The existence of discrete phenotypic traits suggests that the complex regulatory processes which produce them are functionally modular. These processes are usually represented by networks. Only modular networks can be partitioned into intelligible subcircuits able to evolve relatively independently. Traditionally, functional modularity is approximated by detection of modularity in network structure. However, the correlation between structure and function is loose. Many regulatory networks exhibit modular behaviour without structural modularity. Here we partition an experimentally tractable regulatory network-the gap gene system of dipteran insects-using an alternative approach. We show that this system, although not structurally modular, is composed of dynamical modules driving different aspects of whole-network behaviour. All these subcircuits share the same regulatory structure, but differ in components and sensitivity to regulatory interactions.
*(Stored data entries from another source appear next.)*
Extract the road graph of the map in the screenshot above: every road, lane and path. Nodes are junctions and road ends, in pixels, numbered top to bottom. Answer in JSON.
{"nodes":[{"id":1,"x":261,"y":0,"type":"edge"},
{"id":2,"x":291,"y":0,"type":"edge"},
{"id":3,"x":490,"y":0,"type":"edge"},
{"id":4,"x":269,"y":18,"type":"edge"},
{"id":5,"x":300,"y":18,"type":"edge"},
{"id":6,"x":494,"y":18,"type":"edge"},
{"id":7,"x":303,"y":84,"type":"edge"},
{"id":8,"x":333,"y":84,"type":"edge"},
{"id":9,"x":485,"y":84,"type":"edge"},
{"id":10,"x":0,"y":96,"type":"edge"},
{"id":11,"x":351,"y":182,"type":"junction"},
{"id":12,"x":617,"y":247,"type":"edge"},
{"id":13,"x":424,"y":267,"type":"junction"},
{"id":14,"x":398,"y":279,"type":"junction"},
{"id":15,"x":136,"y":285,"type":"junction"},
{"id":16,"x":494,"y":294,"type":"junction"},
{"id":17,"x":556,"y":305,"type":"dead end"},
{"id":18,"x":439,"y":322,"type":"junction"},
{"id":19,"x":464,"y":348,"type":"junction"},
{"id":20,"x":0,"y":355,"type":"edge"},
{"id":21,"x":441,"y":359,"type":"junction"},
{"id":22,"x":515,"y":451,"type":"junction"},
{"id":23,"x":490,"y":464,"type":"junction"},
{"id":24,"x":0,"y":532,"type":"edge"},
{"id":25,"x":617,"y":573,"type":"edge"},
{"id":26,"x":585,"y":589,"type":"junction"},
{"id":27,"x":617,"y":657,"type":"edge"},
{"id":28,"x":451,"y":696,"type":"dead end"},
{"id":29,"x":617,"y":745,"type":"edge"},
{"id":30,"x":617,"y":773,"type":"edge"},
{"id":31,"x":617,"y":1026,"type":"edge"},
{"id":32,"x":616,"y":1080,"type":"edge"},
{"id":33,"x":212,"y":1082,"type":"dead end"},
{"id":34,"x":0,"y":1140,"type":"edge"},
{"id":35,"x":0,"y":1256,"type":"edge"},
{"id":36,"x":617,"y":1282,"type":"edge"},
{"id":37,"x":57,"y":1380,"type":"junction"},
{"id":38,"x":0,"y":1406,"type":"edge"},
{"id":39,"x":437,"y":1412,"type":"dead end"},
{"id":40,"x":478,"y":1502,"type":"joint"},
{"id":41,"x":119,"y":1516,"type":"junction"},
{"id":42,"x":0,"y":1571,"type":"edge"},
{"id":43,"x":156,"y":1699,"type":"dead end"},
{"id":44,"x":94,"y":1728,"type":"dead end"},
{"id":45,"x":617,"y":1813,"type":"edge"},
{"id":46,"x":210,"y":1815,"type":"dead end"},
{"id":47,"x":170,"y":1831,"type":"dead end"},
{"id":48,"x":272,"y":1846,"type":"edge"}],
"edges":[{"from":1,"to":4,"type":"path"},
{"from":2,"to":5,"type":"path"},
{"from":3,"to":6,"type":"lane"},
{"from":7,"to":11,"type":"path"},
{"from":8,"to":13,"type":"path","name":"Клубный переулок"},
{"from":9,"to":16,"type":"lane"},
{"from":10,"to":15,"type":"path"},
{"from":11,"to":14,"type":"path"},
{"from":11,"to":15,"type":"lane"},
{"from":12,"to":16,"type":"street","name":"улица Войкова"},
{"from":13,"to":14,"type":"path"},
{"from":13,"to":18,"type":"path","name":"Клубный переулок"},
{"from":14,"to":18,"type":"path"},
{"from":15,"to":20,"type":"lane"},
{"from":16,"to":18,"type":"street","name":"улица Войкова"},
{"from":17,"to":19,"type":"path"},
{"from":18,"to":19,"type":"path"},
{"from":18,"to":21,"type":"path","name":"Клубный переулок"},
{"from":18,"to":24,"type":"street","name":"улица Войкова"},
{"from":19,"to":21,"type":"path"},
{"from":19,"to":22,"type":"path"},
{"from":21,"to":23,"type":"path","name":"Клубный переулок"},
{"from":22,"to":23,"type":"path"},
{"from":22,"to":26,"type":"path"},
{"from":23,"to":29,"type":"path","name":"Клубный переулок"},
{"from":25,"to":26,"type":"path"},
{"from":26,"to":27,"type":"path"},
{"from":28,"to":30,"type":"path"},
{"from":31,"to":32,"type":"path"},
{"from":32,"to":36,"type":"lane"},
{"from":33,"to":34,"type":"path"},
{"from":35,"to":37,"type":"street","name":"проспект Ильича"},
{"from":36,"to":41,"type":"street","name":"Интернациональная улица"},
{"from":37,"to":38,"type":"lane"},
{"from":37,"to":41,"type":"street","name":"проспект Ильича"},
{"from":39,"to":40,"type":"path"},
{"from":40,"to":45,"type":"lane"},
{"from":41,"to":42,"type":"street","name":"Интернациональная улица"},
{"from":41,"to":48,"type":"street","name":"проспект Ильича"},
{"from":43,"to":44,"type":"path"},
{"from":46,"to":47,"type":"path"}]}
Some subcircuits are in a state of criticality, while others are not, which explains the observed differential evolvability of the various expression features in the system.

Data availability

Gap gene expression data used to solve and fit the full model are available as supplementary information (S1_Data.ods; https://doi.org/10.1371/journal.pbio.2003174.s009) in Verd et al. (2018, PLoS Biology) . They were published previously in Ashyraliev et al. (2009, PLoS Comp Biol 5: e1000548). Optimizaton and simulation code is available freely online at: https://subversion.assembla.com/svn/flysa.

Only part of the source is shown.